(Stored data entries)

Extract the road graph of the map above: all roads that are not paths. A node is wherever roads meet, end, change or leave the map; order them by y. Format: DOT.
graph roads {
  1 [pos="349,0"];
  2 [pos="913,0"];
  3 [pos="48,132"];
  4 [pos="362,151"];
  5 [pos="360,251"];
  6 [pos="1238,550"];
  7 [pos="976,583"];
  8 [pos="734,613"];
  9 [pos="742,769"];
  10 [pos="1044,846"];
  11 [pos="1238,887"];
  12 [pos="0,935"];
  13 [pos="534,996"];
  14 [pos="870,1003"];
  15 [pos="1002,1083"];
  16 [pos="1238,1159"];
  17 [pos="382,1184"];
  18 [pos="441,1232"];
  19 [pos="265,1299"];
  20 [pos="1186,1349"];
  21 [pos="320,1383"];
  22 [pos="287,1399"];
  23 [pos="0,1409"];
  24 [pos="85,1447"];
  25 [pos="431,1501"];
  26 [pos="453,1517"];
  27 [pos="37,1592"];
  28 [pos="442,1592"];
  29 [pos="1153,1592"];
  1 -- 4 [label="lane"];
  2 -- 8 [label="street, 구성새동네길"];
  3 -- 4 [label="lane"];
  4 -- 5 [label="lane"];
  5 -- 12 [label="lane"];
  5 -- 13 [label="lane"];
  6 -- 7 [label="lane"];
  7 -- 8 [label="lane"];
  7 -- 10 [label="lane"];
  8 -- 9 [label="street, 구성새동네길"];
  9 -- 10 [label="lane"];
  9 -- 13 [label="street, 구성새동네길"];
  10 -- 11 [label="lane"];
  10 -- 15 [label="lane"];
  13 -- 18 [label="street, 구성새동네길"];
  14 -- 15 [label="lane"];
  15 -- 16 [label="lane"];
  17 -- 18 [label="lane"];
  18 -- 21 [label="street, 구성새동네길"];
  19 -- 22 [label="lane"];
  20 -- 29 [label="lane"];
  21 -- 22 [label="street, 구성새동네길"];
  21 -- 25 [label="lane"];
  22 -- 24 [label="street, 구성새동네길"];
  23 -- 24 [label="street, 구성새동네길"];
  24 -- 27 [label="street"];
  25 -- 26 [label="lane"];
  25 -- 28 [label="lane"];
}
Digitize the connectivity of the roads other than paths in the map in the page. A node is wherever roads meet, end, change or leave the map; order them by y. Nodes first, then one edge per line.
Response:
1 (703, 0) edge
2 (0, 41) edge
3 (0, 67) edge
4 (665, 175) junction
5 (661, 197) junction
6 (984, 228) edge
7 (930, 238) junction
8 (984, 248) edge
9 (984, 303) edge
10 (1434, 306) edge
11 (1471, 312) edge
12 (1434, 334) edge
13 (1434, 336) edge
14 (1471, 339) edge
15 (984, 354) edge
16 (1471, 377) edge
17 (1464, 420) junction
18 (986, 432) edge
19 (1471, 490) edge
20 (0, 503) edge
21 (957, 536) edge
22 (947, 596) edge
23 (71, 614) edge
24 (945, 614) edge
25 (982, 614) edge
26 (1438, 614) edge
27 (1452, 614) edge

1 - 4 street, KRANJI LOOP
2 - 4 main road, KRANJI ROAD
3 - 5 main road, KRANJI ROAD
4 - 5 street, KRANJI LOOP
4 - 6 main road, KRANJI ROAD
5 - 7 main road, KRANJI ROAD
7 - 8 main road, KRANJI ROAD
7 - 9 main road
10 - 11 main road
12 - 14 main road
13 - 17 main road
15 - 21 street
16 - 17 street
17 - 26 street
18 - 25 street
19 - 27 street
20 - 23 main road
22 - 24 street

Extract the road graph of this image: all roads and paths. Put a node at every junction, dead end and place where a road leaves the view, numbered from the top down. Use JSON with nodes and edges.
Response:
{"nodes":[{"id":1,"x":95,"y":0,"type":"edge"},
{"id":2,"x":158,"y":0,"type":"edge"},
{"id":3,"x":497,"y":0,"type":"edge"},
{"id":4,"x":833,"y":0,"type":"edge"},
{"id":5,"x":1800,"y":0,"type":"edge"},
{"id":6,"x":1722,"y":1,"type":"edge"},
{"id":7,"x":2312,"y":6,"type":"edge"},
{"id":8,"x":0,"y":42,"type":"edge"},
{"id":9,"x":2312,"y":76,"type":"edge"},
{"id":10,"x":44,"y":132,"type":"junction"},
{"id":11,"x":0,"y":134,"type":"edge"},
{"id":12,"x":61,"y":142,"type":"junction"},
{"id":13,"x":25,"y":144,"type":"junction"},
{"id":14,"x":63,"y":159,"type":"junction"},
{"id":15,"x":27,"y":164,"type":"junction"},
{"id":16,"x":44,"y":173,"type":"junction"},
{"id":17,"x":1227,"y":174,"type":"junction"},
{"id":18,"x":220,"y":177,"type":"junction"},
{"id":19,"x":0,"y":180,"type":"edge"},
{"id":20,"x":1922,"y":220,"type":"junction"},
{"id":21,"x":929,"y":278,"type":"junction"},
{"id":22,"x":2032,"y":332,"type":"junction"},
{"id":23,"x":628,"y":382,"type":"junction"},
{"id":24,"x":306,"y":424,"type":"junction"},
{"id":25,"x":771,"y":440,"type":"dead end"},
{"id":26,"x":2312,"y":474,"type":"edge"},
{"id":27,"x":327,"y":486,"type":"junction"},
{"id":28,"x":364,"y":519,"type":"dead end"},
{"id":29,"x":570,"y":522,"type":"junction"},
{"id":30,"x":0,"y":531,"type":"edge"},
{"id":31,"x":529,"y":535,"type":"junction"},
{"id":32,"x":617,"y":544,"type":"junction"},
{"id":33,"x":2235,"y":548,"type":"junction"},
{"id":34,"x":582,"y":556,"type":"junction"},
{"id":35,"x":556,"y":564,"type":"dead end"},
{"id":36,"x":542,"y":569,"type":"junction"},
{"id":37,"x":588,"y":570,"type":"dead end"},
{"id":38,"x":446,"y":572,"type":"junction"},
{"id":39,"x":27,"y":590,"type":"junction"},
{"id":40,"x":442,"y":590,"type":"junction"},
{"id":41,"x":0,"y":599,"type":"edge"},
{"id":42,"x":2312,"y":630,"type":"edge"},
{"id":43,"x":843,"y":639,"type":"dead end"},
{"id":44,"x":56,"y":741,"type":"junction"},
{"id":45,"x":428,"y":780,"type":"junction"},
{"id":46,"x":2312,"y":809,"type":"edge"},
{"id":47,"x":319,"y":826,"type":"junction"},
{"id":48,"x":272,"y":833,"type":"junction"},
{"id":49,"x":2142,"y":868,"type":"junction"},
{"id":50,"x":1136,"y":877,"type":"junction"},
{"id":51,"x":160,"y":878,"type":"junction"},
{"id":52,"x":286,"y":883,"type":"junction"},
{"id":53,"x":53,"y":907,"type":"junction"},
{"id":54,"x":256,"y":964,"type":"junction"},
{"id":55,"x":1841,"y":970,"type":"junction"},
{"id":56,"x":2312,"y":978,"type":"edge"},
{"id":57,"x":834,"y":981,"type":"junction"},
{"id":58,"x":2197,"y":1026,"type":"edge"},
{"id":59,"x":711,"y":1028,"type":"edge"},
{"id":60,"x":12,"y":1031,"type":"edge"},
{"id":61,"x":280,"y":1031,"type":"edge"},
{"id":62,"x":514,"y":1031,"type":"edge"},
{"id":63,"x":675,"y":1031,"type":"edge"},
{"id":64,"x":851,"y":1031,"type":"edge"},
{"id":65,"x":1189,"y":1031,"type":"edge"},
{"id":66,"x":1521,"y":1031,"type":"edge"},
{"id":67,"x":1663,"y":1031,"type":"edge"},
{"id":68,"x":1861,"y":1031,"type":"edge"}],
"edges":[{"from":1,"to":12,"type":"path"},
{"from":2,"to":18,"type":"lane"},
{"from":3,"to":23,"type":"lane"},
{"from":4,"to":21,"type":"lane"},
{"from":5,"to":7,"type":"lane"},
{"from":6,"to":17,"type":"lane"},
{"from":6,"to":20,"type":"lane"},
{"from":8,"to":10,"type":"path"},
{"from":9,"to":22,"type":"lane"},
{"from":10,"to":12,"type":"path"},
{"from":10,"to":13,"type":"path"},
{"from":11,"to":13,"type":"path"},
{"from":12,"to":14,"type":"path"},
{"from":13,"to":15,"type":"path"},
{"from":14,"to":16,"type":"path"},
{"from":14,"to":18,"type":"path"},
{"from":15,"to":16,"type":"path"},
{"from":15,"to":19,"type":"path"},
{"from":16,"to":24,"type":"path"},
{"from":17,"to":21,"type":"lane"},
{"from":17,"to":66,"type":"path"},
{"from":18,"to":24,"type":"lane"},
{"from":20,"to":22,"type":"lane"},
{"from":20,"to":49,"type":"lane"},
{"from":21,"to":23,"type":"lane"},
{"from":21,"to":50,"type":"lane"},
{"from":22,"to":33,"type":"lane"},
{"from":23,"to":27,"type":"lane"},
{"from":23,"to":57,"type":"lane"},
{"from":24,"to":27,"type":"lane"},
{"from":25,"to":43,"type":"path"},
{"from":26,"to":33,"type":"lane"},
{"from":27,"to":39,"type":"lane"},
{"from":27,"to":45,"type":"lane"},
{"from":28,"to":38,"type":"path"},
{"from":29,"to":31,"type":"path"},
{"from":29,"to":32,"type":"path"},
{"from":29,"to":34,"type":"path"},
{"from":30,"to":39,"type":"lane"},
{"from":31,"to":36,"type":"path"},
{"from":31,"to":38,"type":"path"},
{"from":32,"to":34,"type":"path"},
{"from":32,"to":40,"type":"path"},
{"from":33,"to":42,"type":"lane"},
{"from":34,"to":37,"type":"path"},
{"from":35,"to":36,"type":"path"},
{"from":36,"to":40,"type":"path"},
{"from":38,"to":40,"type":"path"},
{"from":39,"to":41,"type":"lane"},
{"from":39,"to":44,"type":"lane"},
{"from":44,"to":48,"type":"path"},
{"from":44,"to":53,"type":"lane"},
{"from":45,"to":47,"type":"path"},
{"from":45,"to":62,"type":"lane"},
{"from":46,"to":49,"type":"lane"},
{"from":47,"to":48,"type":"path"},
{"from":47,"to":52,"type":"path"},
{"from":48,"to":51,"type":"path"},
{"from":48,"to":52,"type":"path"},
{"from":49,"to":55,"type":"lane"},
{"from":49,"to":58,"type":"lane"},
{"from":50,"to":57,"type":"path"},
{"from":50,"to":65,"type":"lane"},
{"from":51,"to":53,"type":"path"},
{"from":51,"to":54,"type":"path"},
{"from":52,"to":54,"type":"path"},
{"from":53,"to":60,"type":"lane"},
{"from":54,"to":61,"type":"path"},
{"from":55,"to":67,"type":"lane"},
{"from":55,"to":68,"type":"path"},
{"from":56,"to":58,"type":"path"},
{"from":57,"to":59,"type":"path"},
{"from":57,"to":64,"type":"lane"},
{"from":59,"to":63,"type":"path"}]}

Required action:
Which lines of the records contain the word "graph"? Copy each of them.

Task output:
Extract the road graph of the map above: all roads that are not paths. A node is wherever roads meet, end, change or leave the map; order them by y. Format: DOT.
graph roads {
Extract the road graph of this image: all roads and paths. Put a node at every junction, dead end and place where a road leaves the view, numbered from the top down. Use JSON with nodes and edges.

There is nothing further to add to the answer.